§ YOUR OBJECTIVE
Lines that include "Constance" make up the answer; copy all of them from the data below.

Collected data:
·····

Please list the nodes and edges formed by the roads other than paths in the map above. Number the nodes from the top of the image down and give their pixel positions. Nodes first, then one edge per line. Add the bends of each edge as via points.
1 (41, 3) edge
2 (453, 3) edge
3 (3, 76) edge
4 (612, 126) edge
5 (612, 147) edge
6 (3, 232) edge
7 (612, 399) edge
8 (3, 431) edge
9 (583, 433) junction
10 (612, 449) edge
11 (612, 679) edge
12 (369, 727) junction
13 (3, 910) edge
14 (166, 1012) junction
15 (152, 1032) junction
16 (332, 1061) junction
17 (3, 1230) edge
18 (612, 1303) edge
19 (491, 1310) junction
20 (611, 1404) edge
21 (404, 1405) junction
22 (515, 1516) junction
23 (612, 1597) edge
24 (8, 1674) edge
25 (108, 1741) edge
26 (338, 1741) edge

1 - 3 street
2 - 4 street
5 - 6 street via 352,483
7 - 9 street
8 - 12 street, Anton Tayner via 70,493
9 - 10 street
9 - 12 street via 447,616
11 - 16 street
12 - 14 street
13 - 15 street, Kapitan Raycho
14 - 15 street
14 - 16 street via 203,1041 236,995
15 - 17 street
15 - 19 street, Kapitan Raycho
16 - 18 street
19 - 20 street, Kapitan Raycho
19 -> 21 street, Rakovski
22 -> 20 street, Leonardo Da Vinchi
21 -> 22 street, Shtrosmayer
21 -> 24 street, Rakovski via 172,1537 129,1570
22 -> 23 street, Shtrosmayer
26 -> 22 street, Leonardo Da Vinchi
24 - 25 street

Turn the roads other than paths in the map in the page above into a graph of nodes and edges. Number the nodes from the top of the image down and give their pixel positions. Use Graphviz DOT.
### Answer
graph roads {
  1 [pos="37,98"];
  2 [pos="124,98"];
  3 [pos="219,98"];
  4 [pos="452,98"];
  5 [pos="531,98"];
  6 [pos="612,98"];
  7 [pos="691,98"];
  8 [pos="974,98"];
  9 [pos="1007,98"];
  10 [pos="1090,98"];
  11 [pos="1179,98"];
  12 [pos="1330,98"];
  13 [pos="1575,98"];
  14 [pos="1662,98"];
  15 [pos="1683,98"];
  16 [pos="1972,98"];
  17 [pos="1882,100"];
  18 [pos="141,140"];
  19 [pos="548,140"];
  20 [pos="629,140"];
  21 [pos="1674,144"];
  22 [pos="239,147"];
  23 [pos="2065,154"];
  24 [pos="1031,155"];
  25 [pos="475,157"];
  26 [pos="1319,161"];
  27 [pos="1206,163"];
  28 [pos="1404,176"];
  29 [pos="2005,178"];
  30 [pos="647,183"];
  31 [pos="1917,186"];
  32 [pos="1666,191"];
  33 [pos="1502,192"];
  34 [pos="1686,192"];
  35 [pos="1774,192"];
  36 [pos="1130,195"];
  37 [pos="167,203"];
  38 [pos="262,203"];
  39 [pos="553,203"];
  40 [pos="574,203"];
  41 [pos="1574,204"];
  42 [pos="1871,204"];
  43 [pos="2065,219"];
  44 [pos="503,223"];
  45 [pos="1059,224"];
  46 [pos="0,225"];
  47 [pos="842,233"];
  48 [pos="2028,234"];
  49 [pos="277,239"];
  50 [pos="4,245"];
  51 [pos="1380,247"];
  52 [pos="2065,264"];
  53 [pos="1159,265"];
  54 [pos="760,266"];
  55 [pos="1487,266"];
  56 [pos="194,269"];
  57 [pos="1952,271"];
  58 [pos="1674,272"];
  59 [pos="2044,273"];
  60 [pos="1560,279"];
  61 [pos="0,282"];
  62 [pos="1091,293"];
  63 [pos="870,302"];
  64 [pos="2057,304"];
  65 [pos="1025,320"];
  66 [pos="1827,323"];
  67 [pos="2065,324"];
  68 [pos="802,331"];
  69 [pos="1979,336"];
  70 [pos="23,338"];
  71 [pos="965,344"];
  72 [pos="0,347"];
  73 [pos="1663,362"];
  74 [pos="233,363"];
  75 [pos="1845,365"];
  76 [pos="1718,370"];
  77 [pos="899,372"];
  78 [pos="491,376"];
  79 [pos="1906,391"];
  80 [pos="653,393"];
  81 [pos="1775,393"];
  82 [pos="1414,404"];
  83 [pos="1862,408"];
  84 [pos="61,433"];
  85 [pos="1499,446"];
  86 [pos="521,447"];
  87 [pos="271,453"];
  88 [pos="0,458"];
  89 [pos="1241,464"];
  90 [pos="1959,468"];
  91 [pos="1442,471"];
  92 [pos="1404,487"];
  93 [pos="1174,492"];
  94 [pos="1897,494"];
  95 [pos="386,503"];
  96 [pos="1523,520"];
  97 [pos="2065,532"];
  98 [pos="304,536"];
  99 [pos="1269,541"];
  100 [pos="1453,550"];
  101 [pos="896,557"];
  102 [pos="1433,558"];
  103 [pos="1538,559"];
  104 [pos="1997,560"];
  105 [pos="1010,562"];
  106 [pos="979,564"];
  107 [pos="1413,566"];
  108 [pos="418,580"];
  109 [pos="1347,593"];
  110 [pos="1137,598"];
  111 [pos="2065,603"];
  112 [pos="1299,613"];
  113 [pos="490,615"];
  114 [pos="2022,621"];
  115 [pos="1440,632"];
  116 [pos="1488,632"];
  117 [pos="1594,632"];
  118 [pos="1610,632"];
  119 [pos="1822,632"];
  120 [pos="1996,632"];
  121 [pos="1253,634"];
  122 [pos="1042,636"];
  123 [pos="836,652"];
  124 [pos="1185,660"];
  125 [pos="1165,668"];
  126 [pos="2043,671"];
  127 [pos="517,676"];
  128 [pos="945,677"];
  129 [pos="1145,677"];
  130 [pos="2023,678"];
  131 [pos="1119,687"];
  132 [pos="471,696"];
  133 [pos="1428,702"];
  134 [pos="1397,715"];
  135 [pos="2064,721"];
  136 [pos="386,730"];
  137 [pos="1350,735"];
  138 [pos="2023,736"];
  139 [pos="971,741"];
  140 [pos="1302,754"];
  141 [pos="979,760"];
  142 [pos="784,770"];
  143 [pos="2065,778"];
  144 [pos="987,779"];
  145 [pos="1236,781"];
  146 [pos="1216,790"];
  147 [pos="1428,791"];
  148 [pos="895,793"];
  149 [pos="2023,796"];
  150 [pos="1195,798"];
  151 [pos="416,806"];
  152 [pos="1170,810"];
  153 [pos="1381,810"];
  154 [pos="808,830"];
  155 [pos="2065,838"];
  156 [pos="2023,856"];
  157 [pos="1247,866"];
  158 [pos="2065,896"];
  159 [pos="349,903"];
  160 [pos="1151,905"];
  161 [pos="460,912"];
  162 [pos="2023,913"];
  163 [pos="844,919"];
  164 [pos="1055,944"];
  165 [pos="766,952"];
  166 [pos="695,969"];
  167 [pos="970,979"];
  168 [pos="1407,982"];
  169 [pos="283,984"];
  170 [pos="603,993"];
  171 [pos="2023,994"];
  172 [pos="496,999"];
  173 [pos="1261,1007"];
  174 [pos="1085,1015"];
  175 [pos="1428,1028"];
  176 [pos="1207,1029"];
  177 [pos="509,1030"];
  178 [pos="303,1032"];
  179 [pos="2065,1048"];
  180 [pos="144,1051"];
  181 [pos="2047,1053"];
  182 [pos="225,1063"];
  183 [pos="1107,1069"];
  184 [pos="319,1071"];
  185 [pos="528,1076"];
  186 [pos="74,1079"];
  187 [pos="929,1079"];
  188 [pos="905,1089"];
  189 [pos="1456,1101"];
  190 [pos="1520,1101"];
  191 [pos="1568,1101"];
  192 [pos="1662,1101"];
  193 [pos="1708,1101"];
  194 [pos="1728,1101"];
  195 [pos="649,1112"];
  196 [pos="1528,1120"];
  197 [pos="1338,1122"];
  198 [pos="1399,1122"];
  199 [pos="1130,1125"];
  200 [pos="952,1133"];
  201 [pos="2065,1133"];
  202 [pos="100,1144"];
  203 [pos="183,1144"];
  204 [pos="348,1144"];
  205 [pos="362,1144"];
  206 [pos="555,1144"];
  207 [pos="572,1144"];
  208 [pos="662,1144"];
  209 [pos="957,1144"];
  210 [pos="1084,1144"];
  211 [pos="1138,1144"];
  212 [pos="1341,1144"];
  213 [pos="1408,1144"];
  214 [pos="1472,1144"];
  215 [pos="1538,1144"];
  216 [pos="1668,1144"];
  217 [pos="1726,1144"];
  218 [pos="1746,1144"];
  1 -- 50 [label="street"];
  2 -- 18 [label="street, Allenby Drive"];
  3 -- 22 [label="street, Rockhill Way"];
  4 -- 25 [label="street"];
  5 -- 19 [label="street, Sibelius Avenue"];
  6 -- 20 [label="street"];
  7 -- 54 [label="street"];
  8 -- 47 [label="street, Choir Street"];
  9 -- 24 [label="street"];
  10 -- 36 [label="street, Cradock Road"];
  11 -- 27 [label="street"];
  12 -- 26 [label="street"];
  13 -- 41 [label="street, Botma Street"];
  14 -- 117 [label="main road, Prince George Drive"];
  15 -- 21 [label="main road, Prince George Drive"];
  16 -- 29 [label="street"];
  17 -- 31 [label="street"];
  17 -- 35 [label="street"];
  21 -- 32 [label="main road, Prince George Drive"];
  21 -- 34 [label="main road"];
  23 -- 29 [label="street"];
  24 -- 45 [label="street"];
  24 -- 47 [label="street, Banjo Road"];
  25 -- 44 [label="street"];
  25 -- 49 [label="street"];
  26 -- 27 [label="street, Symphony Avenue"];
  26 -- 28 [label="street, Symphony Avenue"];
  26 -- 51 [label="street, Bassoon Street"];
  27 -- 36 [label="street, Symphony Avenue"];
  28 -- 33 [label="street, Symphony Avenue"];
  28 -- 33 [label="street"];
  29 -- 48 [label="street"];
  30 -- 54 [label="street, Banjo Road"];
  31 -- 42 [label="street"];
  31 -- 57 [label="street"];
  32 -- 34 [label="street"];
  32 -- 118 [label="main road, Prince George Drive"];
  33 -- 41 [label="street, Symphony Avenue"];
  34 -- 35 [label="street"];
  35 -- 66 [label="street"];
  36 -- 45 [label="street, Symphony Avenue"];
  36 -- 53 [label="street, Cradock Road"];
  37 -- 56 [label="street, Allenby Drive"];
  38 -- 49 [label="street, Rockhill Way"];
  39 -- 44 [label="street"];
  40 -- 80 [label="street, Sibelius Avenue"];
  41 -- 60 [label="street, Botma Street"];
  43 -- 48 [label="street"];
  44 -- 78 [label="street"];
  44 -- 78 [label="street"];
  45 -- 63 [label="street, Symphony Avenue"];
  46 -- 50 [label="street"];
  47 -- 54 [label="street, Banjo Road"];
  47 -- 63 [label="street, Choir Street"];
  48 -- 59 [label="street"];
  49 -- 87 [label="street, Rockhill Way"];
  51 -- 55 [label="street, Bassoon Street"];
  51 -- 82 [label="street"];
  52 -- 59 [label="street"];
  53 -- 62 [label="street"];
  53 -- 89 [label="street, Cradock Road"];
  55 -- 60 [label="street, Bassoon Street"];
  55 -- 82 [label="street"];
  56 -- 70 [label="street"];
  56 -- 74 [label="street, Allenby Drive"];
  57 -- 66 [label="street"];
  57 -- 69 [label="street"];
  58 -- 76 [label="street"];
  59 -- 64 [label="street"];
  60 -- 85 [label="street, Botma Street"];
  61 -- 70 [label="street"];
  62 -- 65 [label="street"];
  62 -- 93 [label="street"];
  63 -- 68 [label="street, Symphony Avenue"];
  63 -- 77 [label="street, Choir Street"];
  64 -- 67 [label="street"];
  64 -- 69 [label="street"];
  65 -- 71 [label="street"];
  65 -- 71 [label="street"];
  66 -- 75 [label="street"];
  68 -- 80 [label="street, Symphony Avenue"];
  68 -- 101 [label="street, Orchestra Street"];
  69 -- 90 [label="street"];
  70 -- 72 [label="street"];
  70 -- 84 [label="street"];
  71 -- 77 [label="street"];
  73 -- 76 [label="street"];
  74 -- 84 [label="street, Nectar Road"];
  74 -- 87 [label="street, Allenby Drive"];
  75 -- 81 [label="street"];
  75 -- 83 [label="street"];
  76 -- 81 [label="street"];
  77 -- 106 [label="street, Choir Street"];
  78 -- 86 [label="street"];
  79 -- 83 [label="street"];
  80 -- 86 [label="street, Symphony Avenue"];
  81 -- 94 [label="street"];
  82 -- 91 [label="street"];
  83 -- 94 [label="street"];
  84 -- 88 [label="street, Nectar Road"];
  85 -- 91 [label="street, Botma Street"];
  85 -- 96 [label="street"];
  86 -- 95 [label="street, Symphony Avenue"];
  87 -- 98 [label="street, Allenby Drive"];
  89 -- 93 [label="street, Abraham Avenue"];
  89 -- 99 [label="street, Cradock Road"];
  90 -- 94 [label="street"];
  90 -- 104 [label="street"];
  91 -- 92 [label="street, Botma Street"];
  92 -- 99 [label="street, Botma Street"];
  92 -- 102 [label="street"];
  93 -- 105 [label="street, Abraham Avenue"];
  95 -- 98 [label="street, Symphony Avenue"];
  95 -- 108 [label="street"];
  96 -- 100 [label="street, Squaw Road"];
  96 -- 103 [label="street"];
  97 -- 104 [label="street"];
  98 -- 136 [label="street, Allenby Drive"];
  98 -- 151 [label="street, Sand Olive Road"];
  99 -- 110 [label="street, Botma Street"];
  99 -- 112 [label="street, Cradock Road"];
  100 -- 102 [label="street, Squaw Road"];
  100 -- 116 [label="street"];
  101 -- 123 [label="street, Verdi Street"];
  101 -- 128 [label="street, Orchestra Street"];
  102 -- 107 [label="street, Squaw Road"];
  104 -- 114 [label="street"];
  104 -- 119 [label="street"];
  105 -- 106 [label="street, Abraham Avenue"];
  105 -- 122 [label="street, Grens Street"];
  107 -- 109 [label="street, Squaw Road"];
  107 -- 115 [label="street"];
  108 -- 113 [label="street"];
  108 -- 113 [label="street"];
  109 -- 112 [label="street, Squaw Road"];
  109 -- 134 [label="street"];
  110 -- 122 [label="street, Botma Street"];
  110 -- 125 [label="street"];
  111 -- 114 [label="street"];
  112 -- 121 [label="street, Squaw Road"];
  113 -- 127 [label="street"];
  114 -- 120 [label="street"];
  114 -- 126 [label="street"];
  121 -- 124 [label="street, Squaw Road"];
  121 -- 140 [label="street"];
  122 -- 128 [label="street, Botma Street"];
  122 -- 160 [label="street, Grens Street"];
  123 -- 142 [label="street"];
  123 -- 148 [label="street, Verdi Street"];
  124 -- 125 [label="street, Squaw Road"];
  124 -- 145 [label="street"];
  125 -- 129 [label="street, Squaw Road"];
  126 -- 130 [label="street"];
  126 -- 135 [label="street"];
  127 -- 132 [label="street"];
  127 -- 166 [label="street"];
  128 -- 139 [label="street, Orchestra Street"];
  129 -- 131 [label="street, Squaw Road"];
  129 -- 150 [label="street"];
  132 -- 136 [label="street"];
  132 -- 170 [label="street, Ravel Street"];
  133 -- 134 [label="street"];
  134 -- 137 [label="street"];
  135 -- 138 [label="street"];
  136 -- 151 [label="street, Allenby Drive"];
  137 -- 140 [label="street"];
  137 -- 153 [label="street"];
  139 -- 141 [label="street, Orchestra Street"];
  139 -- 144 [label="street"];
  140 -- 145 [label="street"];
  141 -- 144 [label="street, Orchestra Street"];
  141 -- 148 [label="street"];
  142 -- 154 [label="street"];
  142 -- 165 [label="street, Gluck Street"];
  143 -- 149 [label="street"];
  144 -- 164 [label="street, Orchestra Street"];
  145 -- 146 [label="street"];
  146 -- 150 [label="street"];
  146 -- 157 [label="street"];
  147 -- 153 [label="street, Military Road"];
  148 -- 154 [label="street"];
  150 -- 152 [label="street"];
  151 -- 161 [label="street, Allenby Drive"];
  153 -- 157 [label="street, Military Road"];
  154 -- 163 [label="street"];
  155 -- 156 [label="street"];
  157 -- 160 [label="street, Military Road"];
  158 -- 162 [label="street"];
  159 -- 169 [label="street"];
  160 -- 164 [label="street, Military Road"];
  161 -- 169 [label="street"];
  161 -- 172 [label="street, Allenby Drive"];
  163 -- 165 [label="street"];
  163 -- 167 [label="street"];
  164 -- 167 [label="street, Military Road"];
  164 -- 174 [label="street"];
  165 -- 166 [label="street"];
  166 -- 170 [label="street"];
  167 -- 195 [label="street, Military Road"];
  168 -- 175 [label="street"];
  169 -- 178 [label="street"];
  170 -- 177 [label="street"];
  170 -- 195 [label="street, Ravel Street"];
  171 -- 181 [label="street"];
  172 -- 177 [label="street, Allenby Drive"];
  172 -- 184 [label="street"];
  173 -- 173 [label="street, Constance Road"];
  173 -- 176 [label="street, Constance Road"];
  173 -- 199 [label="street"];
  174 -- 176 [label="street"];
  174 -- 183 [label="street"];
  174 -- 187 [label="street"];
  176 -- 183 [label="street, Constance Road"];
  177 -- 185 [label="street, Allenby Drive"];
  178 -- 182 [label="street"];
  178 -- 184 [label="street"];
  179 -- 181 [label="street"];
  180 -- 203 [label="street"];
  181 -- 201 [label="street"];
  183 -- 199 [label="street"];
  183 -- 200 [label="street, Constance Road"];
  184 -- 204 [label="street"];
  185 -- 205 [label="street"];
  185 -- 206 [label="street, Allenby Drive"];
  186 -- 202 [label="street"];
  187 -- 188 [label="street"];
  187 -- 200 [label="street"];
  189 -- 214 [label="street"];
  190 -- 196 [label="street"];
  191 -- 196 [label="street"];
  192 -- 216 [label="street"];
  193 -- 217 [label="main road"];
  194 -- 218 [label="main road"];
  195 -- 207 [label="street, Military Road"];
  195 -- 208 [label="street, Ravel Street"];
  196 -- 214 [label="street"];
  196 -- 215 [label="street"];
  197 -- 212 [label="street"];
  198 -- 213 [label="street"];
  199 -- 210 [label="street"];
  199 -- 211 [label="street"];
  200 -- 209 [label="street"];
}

·····

§ TASK RESPONSE
  173 -- 173 [label="street, Constance Road"];
  173 -- 176 [label="street, Constance Road"];
  176 -- 183 [label="street, Constance Road"];
  183 -- 200 [label="street, Constance Road"];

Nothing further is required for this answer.